Law enforcement officials there have asked to use a $50 million security grant to purchase riot gear. While crowd control concerns are routine at party conventions, Trump’s unforeseen domination of the campaign and the fierce resistance to his victory by traditional party power brokers has created the possibility of mayhem. Looming is the prospect of a contested, or brokered, convention as anti-Trump forces work to wrest the nomination from him. Trump has said there could be riots if he is denied the nomination after winning most of the state votes.

Unrest appears unlikely in Bangor, where Bennett and party officials are hoping that the convention can serve as an event to rally the party to defeat presumptive Democratic nominee Hillary Clinton. The party is featuring two former presidential candidates as speakers, Carly Fiorina and Ben Carson. Fiorina, who will speak Saturday morning, is now backing Cruz. Carson, who will address the convention Friday evening, has endorsed Trump.

“There’s a real sense of importance in the presidential contest this year,” Bennett said. “There’s a recognition that we cannot afford what would essentially be a third term for Barack Obama and real misgivings about Mrs. Clinton.”


Bennett acknowledged that the Republican candidates have thrown “sharp elbows” during the nomination contest, but activists “understand the gravity of this year.”

The intra-party contentiousness, however, continues to loom, if not acutely in Maine. A Republican presidential candidate must win 1,237 of the 2,472 total delegates to become the party’s presumptive nominee. Once in Cleveland, convention delegates will vote repeatedly until one candidate gets 1,237. And, to further complicate the process, state parties have different rules for how many times their delegates are required to vote for the candidate they were elected to support.

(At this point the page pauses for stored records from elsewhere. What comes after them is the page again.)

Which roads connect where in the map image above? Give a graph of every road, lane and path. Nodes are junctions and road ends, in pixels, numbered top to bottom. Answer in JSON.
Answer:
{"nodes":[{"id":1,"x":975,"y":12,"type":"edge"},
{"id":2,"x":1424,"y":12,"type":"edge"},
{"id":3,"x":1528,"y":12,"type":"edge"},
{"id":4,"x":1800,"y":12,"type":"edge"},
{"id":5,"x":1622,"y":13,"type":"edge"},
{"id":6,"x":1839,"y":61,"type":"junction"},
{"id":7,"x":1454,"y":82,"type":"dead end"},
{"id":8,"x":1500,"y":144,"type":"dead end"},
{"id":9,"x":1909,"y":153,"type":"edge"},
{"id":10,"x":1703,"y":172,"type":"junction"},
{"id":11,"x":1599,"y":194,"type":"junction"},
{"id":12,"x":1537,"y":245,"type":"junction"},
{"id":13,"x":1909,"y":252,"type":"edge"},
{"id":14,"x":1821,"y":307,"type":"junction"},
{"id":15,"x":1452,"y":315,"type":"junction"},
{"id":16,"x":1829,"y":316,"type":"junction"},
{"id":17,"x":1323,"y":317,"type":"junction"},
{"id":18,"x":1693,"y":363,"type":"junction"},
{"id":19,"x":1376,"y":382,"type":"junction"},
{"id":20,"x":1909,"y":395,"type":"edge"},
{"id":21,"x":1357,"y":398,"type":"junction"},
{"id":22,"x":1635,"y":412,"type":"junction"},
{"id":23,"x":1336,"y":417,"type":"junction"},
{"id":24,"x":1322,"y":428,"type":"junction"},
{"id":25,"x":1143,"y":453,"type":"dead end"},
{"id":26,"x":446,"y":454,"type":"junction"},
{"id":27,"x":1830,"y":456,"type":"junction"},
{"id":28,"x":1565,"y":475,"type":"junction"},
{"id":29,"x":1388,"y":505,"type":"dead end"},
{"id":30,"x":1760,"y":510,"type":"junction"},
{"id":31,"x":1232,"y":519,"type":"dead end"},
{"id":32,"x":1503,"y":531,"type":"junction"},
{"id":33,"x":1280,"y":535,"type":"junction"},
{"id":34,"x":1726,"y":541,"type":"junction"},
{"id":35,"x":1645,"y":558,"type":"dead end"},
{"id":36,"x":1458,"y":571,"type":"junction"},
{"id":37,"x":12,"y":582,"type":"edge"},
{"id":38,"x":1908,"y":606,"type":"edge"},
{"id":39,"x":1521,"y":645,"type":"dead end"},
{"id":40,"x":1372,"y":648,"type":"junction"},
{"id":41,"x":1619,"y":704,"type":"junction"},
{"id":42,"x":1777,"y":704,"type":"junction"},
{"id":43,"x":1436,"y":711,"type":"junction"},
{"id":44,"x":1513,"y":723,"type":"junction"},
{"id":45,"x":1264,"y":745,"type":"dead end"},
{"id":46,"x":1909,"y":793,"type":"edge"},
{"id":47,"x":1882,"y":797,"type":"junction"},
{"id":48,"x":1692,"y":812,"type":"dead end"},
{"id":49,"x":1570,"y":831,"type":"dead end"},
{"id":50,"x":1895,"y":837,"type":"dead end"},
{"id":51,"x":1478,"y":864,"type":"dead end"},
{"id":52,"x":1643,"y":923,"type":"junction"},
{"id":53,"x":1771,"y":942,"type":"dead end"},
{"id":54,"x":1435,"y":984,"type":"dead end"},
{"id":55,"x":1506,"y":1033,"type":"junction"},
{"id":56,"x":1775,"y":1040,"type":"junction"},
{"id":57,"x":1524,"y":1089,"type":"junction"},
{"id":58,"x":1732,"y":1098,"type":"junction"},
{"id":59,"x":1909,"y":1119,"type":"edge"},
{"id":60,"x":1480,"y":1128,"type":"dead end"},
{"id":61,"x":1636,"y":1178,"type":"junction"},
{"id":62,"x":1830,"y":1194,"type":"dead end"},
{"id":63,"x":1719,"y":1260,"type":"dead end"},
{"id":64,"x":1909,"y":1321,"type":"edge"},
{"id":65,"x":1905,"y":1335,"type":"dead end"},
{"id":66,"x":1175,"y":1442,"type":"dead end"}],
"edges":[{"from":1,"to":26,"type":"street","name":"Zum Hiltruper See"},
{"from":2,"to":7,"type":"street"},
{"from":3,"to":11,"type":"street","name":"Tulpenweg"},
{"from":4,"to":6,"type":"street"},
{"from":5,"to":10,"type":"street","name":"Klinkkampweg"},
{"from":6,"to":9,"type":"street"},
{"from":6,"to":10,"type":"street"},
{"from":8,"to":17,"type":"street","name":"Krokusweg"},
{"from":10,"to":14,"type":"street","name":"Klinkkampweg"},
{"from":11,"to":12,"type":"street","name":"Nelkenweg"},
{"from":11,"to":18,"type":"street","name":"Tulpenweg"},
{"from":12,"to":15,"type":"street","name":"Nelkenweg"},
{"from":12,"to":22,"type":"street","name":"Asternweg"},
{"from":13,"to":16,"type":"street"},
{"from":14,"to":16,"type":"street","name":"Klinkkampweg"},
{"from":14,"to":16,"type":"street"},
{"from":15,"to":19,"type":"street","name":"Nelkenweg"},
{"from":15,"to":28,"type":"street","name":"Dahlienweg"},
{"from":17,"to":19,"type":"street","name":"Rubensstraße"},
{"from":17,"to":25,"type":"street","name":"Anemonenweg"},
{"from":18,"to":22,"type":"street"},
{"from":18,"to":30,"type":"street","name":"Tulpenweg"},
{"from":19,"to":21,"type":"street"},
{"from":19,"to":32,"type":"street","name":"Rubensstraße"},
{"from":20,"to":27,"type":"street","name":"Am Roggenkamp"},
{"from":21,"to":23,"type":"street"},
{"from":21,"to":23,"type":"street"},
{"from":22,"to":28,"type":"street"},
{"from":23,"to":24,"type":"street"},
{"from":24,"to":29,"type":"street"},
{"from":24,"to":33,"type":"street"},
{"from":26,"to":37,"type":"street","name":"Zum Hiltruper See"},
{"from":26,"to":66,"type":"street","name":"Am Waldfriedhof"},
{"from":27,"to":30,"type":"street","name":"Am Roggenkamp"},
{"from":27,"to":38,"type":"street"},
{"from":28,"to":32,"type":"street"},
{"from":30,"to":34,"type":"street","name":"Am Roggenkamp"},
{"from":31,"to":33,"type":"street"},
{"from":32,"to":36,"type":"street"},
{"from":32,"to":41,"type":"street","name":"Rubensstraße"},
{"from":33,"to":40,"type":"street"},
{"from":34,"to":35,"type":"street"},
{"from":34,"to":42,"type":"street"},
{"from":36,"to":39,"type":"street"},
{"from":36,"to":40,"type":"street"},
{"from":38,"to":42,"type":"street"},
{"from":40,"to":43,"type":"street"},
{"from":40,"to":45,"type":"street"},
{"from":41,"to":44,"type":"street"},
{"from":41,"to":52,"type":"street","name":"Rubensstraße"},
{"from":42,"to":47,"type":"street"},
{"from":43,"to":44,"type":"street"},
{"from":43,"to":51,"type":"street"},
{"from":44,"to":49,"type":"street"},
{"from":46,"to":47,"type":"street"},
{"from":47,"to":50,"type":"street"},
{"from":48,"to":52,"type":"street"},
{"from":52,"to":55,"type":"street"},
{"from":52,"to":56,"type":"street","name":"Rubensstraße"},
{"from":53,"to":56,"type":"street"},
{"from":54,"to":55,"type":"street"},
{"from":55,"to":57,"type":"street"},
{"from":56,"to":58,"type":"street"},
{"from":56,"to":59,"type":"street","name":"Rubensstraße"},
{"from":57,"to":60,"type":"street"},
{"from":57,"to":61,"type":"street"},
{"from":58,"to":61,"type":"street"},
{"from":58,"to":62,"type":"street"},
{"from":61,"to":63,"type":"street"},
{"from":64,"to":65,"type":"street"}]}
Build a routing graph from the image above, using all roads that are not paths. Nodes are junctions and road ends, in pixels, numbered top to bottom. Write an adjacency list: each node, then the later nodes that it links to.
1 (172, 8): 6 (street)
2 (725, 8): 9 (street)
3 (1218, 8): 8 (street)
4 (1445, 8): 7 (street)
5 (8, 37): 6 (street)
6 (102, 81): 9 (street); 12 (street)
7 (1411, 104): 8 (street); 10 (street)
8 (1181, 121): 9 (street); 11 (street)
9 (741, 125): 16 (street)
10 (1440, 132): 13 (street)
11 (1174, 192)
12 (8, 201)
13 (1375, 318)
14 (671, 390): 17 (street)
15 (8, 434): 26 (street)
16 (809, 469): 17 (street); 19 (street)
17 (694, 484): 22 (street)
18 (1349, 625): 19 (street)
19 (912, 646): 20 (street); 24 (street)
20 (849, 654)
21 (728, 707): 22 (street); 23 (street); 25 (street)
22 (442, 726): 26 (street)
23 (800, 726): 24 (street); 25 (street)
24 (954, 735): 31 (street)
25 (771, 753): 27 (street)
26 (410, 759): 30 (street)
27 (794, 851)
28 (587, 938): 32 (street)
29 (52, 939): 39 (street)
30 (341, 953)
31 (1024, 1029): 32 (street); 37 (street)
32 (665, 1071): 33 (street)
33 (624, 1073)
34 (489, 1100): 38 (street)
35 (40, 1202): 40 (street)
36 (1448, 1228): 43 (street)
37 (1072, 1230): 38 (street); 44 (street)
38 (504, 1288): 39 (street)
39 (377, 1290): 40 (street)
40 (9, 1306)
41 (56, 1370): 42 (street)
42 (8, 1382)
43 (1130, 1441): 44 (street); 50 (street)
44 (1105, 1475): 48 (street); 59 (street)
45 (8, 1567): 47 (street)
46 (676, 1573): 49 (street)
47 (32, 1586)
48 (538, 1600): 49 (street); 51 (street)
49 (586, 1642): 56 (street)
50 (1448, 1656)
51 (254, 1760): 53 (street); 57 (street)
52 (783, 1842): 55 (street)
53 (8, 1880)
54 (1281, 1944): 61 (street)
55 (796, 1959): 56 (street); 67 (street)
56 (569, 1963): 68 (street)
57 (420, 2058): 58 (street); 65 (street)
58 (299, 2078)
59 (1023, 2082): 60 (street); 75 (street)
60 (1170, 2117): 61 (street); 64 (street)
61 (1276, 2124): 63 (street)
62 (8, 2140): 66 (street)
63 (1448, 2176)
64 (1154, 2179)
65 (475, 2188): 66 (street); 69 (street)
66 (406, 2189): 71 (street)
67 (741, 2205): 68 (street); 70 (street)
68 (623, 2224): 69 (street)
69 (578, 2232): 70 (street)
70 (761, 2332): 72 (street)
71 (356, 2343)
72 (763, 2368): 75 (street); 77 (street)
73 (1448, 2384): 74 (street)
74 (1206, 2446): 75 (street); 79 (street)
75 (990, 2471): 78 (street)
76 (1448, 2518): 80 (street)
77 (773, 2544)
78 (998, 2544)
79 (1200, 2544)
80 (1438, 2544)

In Maine, Republican delegates are bound to their candidate for the first ballot. After that they can switch their vote. In other words, a candidate bound to Trump now could vote for Cruz, Kasich or, depending on convention rules developed by the Republican National Committee, someone else after their first ballot is cast in Cleveland. The prospect of delegates changing their votes could set the stage for a competitive election on Friday, especially if the active presidential campaigns get involved.


Gov. Paul LePage is among those vying to become a delegate. LePage has endorsed Trump and has repeatedly questioned whether Cruz, who was born in Canada, is eligible to be president. Cruz’s supporters counter that the senator is qualified because he was born to a U.S. citizen living abroad, making him a U.S. citizen.

LePage is a powerful figure within the party, but it’s unclear how involved he will be in shaping the selection of delegates.


Bennett said he did not have a breakdown of which candidates prospective delegates were supporting. But many delegates have declared their allegiances on the party’s website.

Christian Bishop of Litchfield wrote that he’s running as a Cruz delegate and “will not deviate.”

“As a lifelong Maine resident and business owner I have been frustrated with growing liberalism in Maine and our nation. As a conservative, I recognize our country is at a crossroads,” Bishop wrote.

Jim Azzola of Portland said he would vote for whom he is bound on the first ballot and his “conscience afterwards.”

Jim Cyr from Caribou has been active in the party since 2000. He wrote that he supported Trump and Cruz, but he vowed to stay with Trump if selected to represent him.

“He won my county and I’m not afraid of his nomination,” Cyr wrote. “I will reject any kind of shenanigans from the good old boys club, full stop.”


Nick Lapham, of Tenants Harbor, said the party was poised for its “greatest victory or its ugliest defeat.”

“We need a nominee who can win the presidency, and carry the Senate and House. Donald Trump is NOT able to do this,” wrote Lapham. “I will NOT vote for him. I WILL support any version of a Cruz-Kasich ticket. No one else deserves to be on the ballot.”

The convention begins shortly after 9 a.m. Friday and ends Saturday night following a keynote address by the governor. Republican members of the congressional delegation, U.S. Rep. Bruce Poliquin and U.S. Sen. Susan Collins, are also expected to speak to the convention.